Wednesday, October 16, 2002

Nudge the World

As I compose this week's update at Polly Jean, the lime green e-mail machine, and sit in this desk chair whose springs have long since sprung and now threaten to depants me every time I sit in it, there is a coffee cup sitting on a Tiki-themed coaster atop my SuperDisk drive. Unfortunately, the cup does not contain coffee tonight, but, rather, Apple Cinnamon TheraFlu; I've been fighting a cold for the better part of a week, and as my sinuses remain jam-packed with fluids best not seen by human (or even nonhuman) eyes, I fear the cold is winning.

But it's not the cold, nor the coaster, nor the computer, nor the chair, nor even the sizable backside in the chair, that hold my attention tonight. No. It's the coffee cup, which came to me through a job I worked in one of Chicago's northern suburbs for just under five years (or about three years too long, depending on how you care to look at it) that has my eye--maybe even both of them.

Actually, though, even that's not entirely true: It's the words on the coffee cup that command me to stare at them in wonder. The cup itself is off-white (whether the "off-" part is by design or by age, I'm not certain) with a blue corporate logo on the side facing the Elizabeth poster (Ah, Cate Blanchett) on my "office" wall. (My "office" is really a bedroom which, since I now sleep on the increasingly uncomfortable futon in the living room, has been converted to house Polly Jean, the desk beneath her, the desk chair before her, and whatever other shit I can't fit into other rooms in La Casa del Terror--plants, action figures, free weights, comic books, clothing, porn tapes, a bicycle that hasn't been ridden in at least two years, etc.)

Facing me, though, are words in the same shade of pale blue as the logo. The words are attributed to the playwright Tom Stoppard: "...Words are sacred. They deserve respect. If you get the right ones in the right order, you can nudge the world a little."

I stare at those words often and remember that, when I graduated from college, I thought my fellow poetry mates and I were going to change the American literary landscape. No. Really. I thought that. Then I remember that, in one of my midterm conferences, my instructor told me, quite out of the blue, that the poet Wallace Stevens didn't have his first book of poetry published until he was 35. (Was he trying to tell me something?) The fact is, we didn't change the American literary landscape. Some tried, but failed. Others died before they could finish what they started. And still others abandoned the effort altogether and concentrated on children or careers or significant something-or-others. The arrogance and energy of youth settled into the bump-and-grind of everyday living.

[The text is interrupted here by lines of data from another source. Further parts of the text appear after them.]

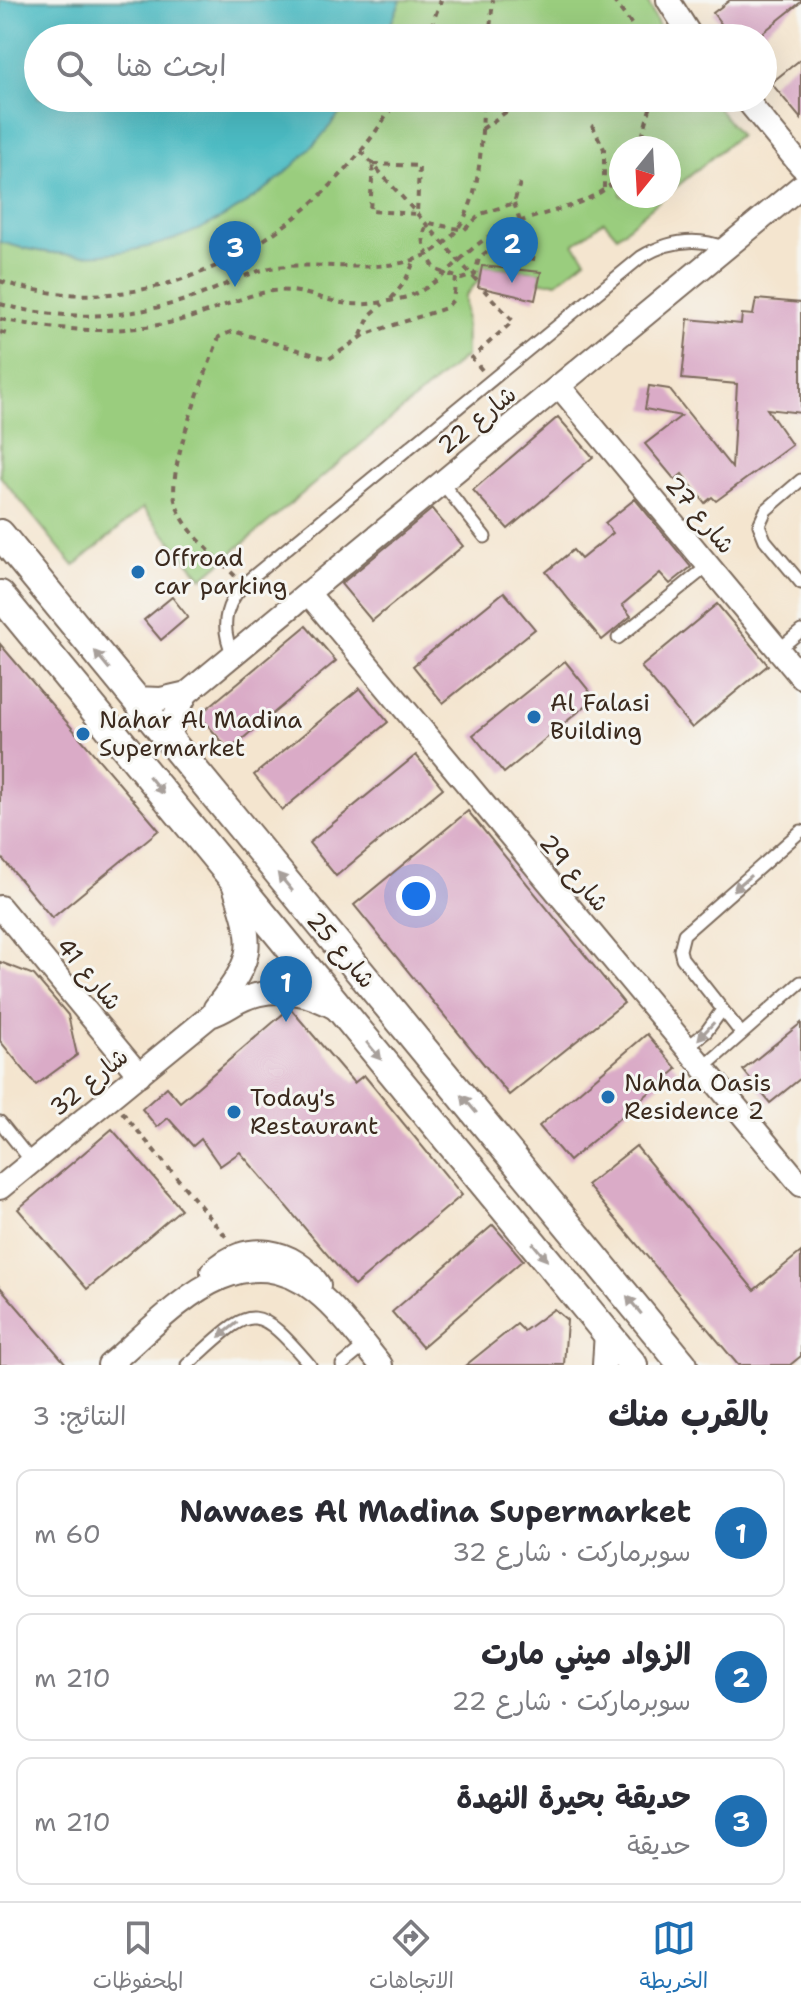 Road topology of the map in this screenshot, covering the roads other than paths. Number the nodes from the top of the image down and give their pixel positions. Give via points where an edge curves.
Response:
1 (668, 0) edge
2 (682, 0) edge
3 (683, 24) edge
4 (695, 24) edge
5 (757, 112) edge
6 (801, 166) edge
7 (801, 186) edge
8 (726, 249) junction
9 (559, 386) junction
10 (801, 480) edge
11 (442, 483) junction
12 (0, 534) edge
13 (485, 537) dead end
14 (709, 565) junction
15 (801, 583) edge
16 (308, 593) junction
17 (0, 595) edge
18 (801, 631) edge
19 (618, 638) dead end
20 (778, 650) junction
21 (233, 655) junction
22 (798, 669) edge
23 (187, 693) junction
24 (133, 698) junction
25 (169, 742) junction
26 (801, 831) edge
27 (231, 878) junction
28 (2, 915) edge
29 (801, 982) edge
30 (722, 1010) junction
31 (342, 1012) junction
32 (210, 1016) junction
33 (741, 1033) junction
34 (686, 1048) junction
35 (703, 1068) junction
36 (139, 1075) junction
37 (0, 1122) edge
38 (32, 1162) junction
39 (801, 1185) edge
40 (0, 1188) edge
41 (200, 1289) junction
42 (327, 1302) junction
43 (606, 1332) junction
44 (375, 1359) edge
45 (109, 1365) edge
46 (187, 1365) edge
47 (310, 1365) edge
48 (342, 1365) edge
49 (604, 1365) edge
50 (633, 1365) edge
51 (683, 1365) edge

1 - 3 street
2 - 4 street
5 - 6 street
7 - 8 street, شارع 22
8 - 9 street, شارع 22
8 - 21 lane via 688,241 652,250 243,584 225,616 225,638
9 - 11 street, شارع 22
9 - 14 street, شارع 27
10 - 15 lane via 766,510 759,525
11 - 13 lane
11 - 16 street, شارع 22
24 -> 12 street, شارع 25
14 - 19 lane
14 - 20 street, شارع 27
16 - 21 street, شارع 22
16 - 34 street, شارع 29
17 -> 27 street, شارع 25
18 - 20 lane
20 - 22 street, شارع 27
21 - 23 street, شارع 22
23 - 24 street
23 - 25 street, شارع 22
24 - 25 street, شارع 25
51 -> 25 street, شارع 25
26 -> 30 lane via 684,934 682,958
27 - 31 street, شارع 25
27 - 32 street, شارع 32 via 247,950 237,982
28 - 36 street, شارع 41
29 - 33 lane
30 - 33 lane
30 -> 34 lane
31 - 32 street, شارع 32 via 312,997 282,991 248,998
31 -> 43 street, شارع 25
32 - 36 street, شارع 32
33 - 35 lane
34 - 35 street, شارع 29
35 - 39 street, شارع 29
36 - 38 street, شارع 32
37 - 38 lane
38 - 40 street, شارع 32
41 - 42 street via 234,1271 268,1269 299,1281
41 - 42 street via 219,1265 240,1253 264,1250 298,1263 316,1280
41 - 45 street
42 - 44 street
43 - 49 street
43 - 50 street, شارع 25
44 - 48 lane
47 -> 46 lane via 276,1326 254,1317 238,1322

And yet, even with all the years that have passed since then, and even with the time that has gone by since I left that job where I acquired the cup, its words keep coming back to me. "Nudge the world." Not "change." Not "reshape." Not "blow to fucking bits." "Nudge." Maybe that's how you go about changing or reshaping the world (though I'd rather not blow it to fucking bits, thank you)--with one little nudge at a time.

When I started this Web site exactly one year go today, I didn't go into it with the intent of changing anybody's world or mind or whatever; I really had no clue who would want to read what they'd find here (and I still don't); and I wasn't even sure how often I could get around to updating it (though, as it turned out, I posted 26 updates during that year, which averages out to one update every two weeks). More than anything, though, I just wanted a little corner of the Internet on which I could be somewhat creative--write, post photos, have a bit of fun. And if, in the process, I could "nudge the world"? Just a little? Even one tiny bit? All the better.

So here I am, sitting in a cluttered room, letting the springs in this chair eat my ass for dinner, and trying to gulp down the Apple Cinnamon TheraFlu before it goes cold. As good a way to celebrate the one-year anniversary of Adoresixtyfour.com as any, I guess. And if I have my way--which doesn't happen often, but, every once in a while, the very fabric of reality is split assunder and I do have my way--I'll be trying to nudge the world for a while to come.

Special thanks to JB, VB, Red Secretary, Mr. E, Sister Dee, the Fluffies of St. Joseph, the Grays of Dallas and everybody else who has encouraged, inspired, poked, prodded or otherwise given support over this past year. You all rock.